With the help of Trudy (Leah Brady), the closest thing to a likable person in the entire Lightstone clan and a character who conveniently saw “Home Alone” the night before, Santa tries to save the day.
Trudy’s “Home Alone”-inspired “pranks” cause more than slapstick violence — these criminals become the Wet Bandits because they’re blood-covered — and director Tommy Wirkola (writer-director of the “Dead Snow” Nazi zombie movies) knows how to stage vicious mayhem.
The biggest problem with the movie is the Lightstones are such a reprehensible lot. Even with dozens dead before the closing credits, viewers might wish the body count was higher.
But this isn’t a movie anyone watches for the plot. Viewers will be too busy picking out the homages to countless other holiday favorites (although there was nothing involving a tongue and a pole, which seems like a missed opportunity for “A Christmas Story” joke).

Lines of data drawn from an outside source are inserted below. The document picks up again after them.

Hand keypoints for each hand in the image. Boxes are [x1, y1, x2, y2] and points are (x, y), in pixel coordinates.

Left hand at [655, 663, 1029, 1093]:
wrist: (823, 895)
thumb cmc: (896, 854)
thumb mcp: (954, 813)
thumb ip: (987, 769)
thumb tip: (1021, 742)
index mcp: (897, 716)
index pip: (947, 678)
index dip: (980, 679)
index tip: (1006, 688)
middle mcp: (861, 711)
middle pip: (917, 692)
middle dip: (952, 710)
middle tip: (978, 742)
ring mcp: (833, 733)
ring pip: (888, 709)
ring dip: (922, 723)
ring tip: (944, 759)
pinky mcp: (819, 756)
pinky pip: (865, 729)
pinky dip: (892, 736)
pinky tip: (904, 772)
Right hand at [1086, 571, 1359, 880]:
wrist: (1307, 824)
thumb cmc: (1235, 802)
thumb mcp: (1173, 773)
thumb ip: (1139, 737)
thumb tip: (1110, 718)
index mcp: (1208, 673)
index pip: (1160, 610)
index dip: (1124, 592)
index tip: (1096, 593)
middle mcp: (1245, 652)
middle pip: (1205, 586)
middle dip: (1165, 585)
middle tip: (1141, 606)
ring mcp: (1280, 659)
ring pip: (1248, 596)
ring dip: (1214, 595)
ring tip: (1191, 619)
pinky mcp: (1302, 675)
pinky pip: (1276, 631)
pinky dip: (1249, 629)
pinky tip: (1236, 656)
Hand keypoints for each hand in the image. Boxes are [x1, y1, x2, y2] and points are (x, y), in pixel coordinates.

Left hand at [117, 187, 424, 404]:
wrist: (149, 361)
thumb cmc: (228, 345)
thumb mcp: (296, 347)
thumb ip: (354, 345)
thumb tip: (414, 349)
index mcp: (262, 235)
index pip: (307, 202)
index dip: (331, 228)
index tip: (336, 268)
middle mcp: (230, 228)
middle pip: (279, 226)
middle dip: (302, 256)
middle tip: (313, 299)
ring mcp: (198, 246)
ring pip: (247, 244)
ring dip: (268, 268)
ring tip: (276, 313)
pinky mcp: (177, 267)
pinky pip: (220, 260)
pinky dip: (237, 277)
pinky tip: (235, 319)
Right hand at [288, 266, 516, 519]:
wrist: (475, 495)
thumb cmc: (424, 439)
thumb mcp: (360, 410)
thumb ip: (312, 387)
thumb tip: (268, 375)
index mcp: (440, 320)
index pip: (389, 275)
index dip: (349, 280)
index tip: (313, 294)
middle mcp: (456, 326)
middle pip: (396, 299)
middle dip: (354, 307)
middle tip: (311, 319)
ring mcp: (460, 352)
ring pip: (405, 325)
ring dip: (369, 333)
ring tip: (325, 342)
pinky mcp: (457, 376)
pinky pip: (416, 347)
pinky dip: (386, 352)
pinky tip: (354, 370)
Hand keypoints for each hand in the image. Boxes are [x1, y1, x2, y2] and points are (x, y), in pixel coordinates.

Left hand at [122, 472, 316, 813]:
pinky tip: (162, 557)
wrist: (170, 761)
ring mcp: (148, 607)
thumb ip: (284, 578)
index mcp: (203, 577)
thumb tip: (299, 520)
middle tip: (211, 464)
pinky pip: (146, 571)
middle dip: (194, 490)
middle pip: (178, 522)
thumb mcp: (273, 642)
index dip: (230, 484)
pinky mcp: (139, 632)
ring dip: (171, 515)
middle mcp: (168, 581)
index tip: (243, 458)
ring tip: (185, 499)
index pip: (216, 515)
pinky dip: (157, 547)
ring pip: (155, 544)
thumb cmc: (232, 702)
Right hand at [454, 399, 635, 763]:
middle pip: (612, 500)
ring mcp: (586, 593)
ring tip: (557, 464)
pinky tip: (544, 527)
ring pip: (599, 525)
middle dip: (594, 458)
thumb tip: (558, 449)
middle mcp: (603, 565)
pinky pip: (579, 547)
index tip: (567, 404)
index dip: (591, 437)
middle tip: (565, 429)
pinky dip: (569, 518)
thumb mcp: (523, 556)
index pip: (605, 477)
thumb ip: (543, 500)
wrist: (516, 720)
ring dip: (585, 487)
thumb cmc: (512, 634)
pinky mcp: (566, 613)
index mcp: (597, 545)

The screenplay by Pat Casey and Josh Miller also enjoys juxtaposing the festive and the foul, like choreographing some of the grisliest fights to a sappy Bryan Adams song called “Christmas Time,” and providing plenty of other moments designed to generate a chuckle and a cringe simultaneously
Look for “Violent Night,” which opens this weekend, to become a holiday tradition for anyone who has programmed the television to skip the Hallmark and Lifetime channels in December.